The reason i don't want to use ADO is because it's COM - the overhead might
be small but when multiplied by 70-odd mill it's quite significant.

I've just had another idea actually, which is to challenge the company that
wrote the COM object to write it as an extended stored proc, and they would
know full well they would still be able to protect it with their dongle and
yet it could run fast on SQL server.
 
Bonj said:
Yes unfortunately that is what I was hoping for. What about "DB-Library for
C" - is that fast?

No, don't touch the DB Library, it's very old and, I believe,
deprecated. The fastest, IMO, is the ATL Consumer Templates OLE DB
implementation. But it's also a b*tch to work with. Easiest IMO is ADO,
followed by the MFC ODBC implementation.
 
Bonj said:
I've just had another idea actually, which is to challenge the company that
wrote the COM object to write it as an extended stored proc, and they would
know full well they would still be able to protect it with their dongle and
yet it could run fast on SQL server.

As I said, an extended stored proc is not going to help you here,
performance wise. If you want performance, you're going to have to do this
operation in bulk. Any row-by-row solution that requires marshalling of
data across processes/components is going to slow you down. If this were 78
rows instead of 78 million it might not be a problem... But even just
invoking the xp_hello example extended procedure 78 million times would
probably take quite a while (I'll leave that test to you :) )
 
I'm not really sure how it's done (mixed C++). Anything I write managed I
do in C#, and anything I need pure C++ for I use MSC++6.

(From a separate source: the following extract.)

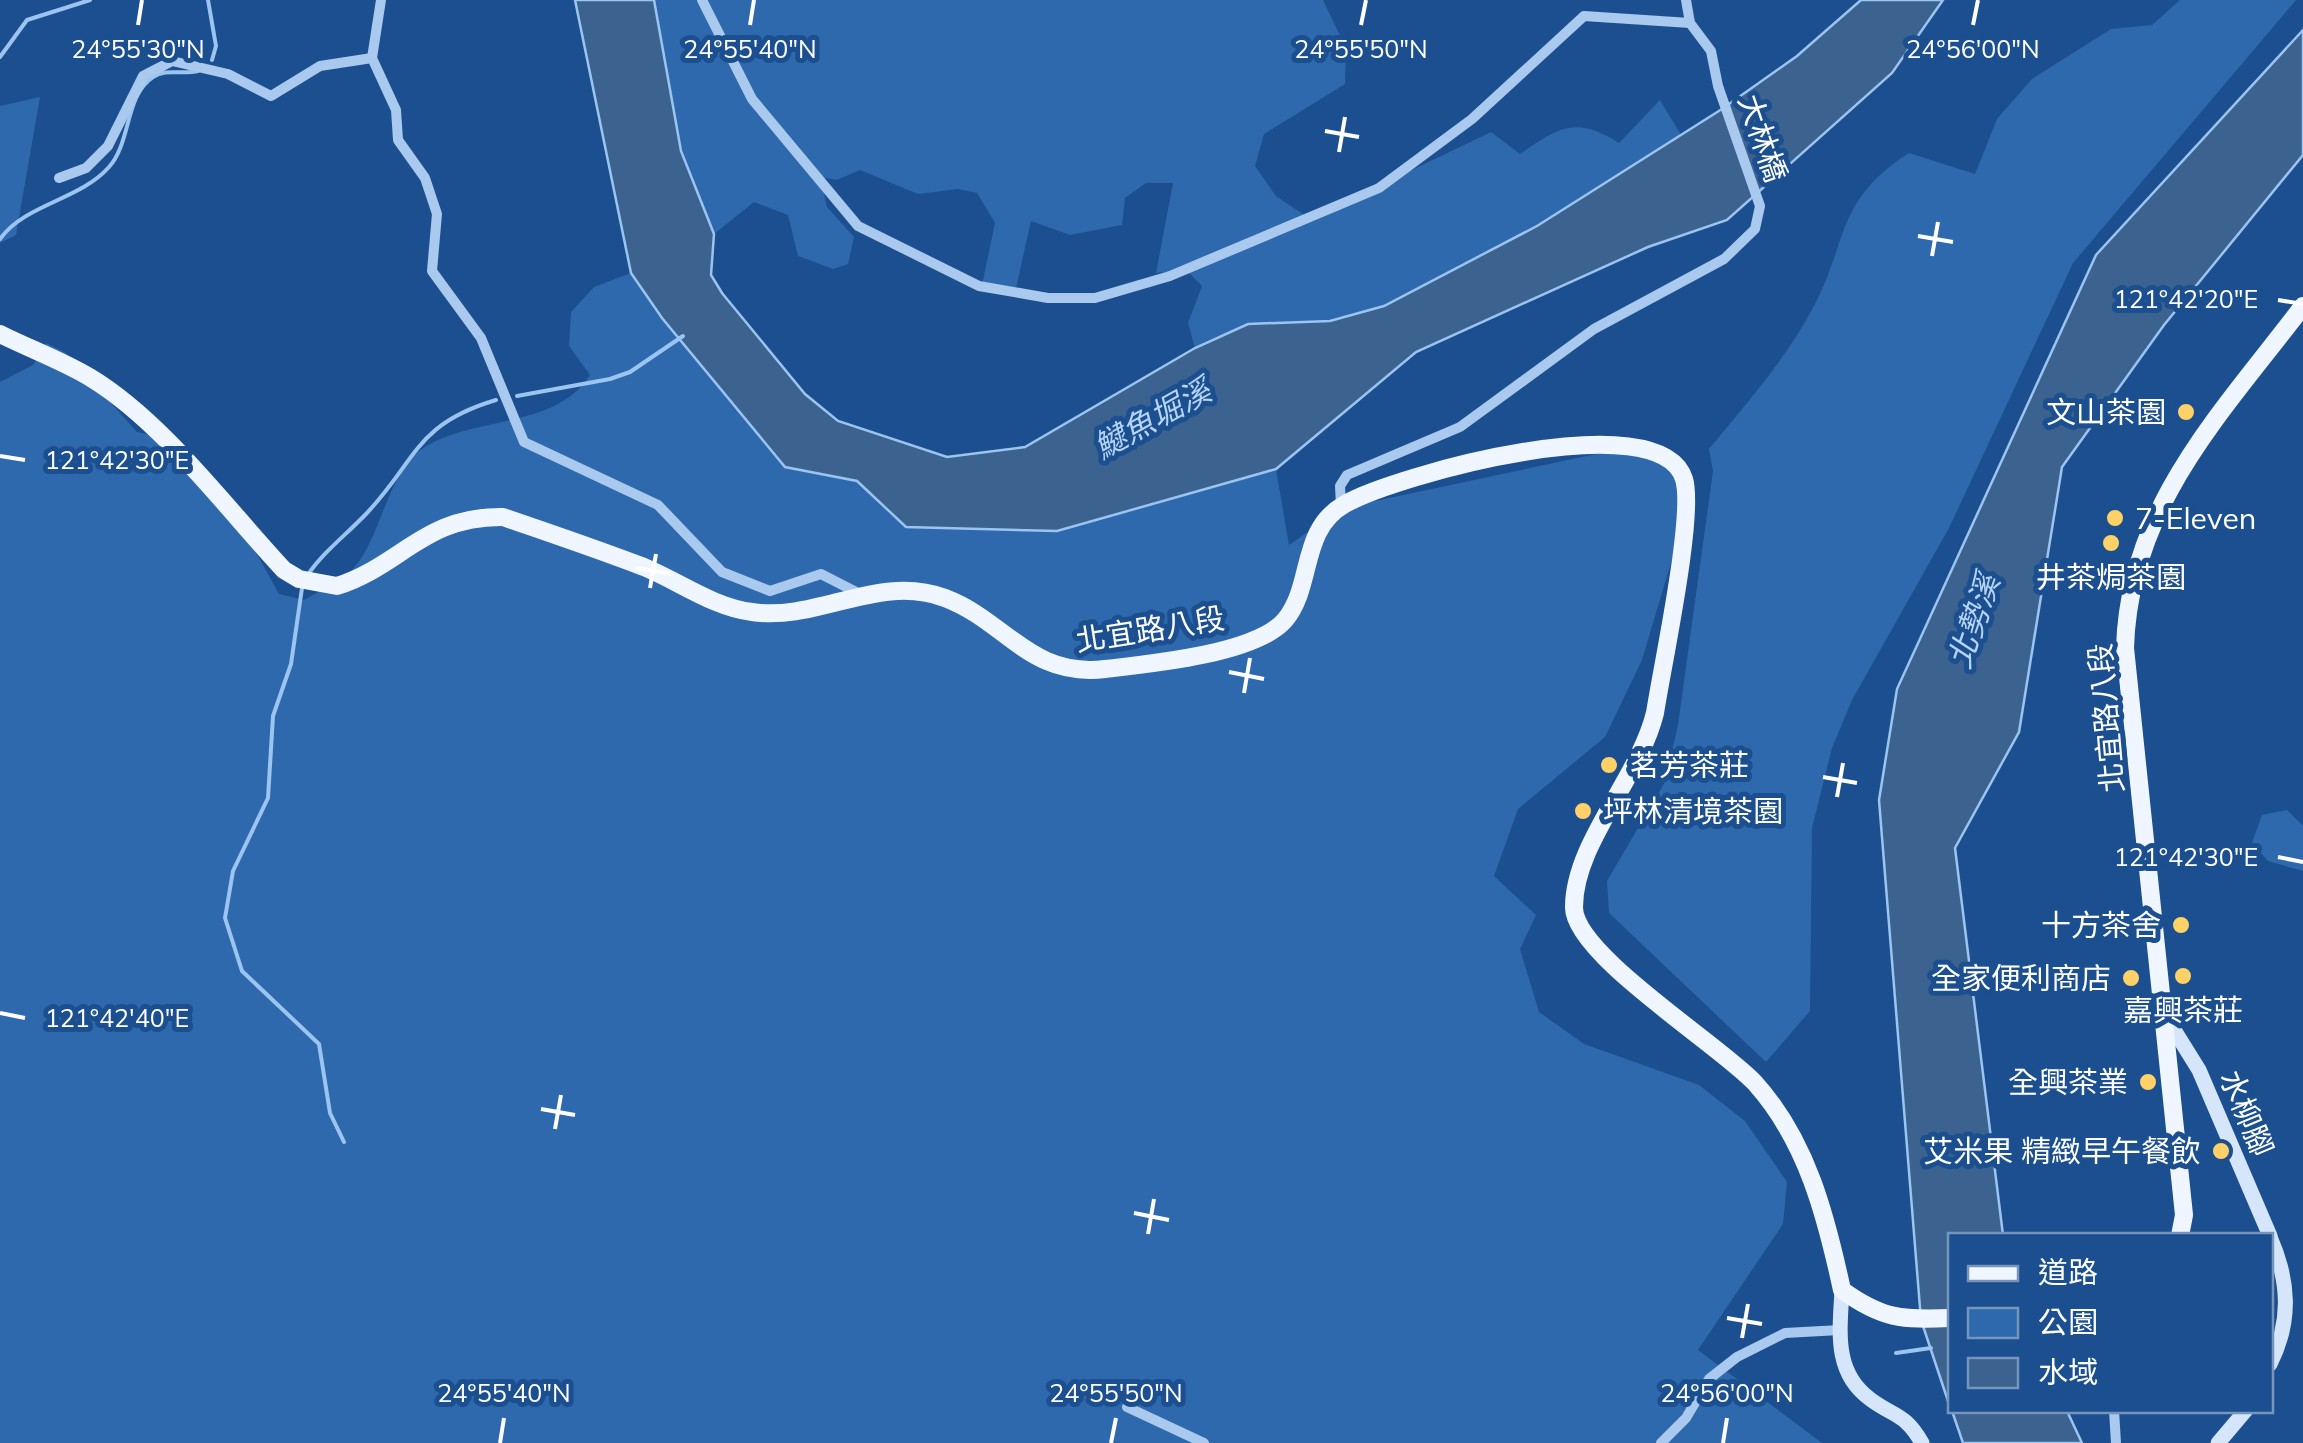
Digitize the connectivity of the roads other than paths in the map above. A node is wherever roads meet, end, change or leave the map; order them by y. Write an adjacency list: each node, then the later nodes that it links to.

I do know that you can write mixed code in C++.Net, I'm just not sure about
all the semantics, or restrictions.
 
As I said, an extended stored proc is not going to help you here,
performance wise. If you want performance, you're going to have to do this
operation in bulk.

Yes - what I was hoping to do is have an extended stored procedure do the
bulk operation, I thought being as it's operating directly within SQL
server's own process space, there wouldn't be any cross-process marshalling
going on all the time between SQL and COM.

Any row-by-row solution that requires marshalling of
data across processes/components is going to slow you down. If this were 78
rows instead of 78 million it might not be a problem... But even just
invoking the xp_hello example extended procedure 78 million times would
probably take quite a while (I'll leave that test to you :) )

That's exactly why I want an extended proc that will do all the 78m rows
from one invocation, called once, reads the rows in one fell swoop and spits
them out to a table, by doing "insert outputtable(....) exec xp_myproc"

Anyhow, I've written a test project to practice all the techniques I'll
need, and it was a lot easier than I imagined actually. I have used a static
library project to contain the managed code, and it seems to work. I'll do
speed testing on it, and if it's significantly faster then so be it, but at
least I'll be able to try it out.

Thanks
 
mmm... that's interesting.

managed C++ seems to be alright.
I initially was suspicious of it but it seems to work quite well.
The only thing is, the 'managed-ness' seems to be at project-wide level. So
if you have a project that's compiled with /clr, and you write bits in
unmanaged style, then will they compile as managed? Who knows...

also interesting about c#, I initially preferred it and have been using it
for months and I prefer it to VB.NET for all the reasons most people do,
looks better, more professional, few more fringe features, etc.
But I switched to VB.NET, because I just couldn't stand C#'s insistence on
case sensitivity any more, when there's something there that can do the same
thing that isn't case sensitive. I have actually found that I can write
programs faster.
There are a few advantages aswell, such as you can return a value from a
function and then do clean-up acts and such like. But I would never dream of
switching option strict or option explicit off.
 
Bonj said:
I initially was suspicious of it but it seems to work quite well.

That's true.
The only thing is, the 'managed-ness' seems to be at project-wide level.
So
if you have a project that's compiled with /clr, and you write bits in
unmanaged style, then will they compile as managed? Who knows...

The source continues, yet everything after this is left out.